Best guess is the 19-teens or a little earlier.
This one is in the category of "Who knew?" Who knew that ladies made bags for their corsets? Who knew that they then
embroidered them? (and even
spent money on transfer patterns for the designs!)
Interestingly, this pattern for embroidering a long, narrow bag probably dates to a period when corsets had reached a rather extreme length. The Metropolitan Museum of Art dates this fine example to 1917-1919.
In 1910 the magazine
The Women's Home Companion offered kits for laundry bags, sponge bags, and corset bags, in stamped linen in pink, blue, lavender, or white. "A most useful set of bags either for the college girl or for the home girl...These bags are especially useful for traveling and they would make a very pretty gift for birthday or Christmas. The stamped linen bag would set you back 40 cents. Fifteen cents more would get you the thread and the cord.
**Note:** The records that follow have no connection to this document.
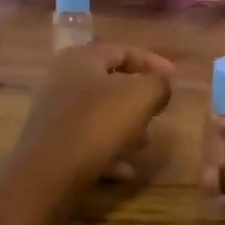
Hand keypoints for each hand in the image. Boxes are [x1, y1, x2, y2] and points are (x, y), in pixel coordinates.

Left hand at [13, 43, 174, 196]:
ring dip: (126, 127)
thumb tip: (161, 85)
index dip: (153, 62)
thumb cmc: (98, 124)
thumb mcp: (142, 96)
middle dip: (139, 99)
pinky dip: (108, 150)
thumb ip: (159, 84)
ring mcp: (53, 111)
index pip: (124, 50)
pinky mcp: (50, 141)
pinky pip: (86, 139)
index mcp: (82, 58)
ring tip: (145, 144)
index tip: (175, 79)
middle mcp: (62, 79)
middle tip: (160, 111)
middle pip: (110, 82)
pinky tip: (126, 170)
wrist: (48, 173)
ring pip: (99, 113)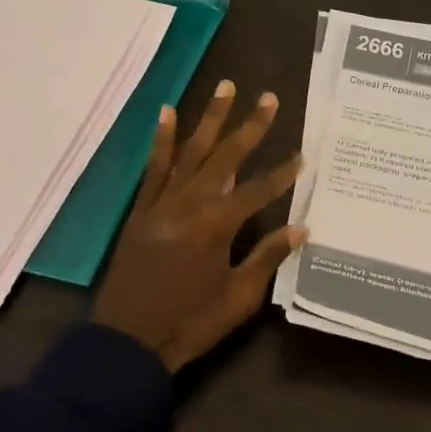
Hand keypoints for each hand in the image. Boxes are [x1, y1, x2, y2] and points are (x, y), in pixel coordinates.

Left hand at [94, 81, 306, 372]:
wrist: (127, 343)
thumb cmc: (190, 323)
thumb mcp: (238, 298)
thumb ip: (267, 258)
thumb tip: (301, 228)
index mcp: (217, 227)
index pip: (258, 191)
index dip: (283, 174)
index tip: (303, 155)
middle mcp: (190, 205)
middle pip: (226, 158)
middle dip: (250, 127)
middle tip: (268, 98)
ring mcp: (162, 204)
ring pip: (191, 152)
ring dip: (210, 119)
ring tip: (225, 88)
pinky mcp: (141, 210)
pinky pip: (154, 168)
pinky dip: (162, 140)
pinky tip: (168, 113)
Particularly when packing corsets for traveling, the laces, stud-and-loop busks, and the garters all had the potential to snag, so the corset bag protected a lady's frillies
from her corset. But protecting the corset itself is important as well. Good quality corsets could be quite expensive, and a lady might have several. As well as an "everyday" corset, a lady might have one suitable for evening clothes, or a flexible, lighter-weight model for summer or sports wear. I assume that each bag was design to hold only a single corset.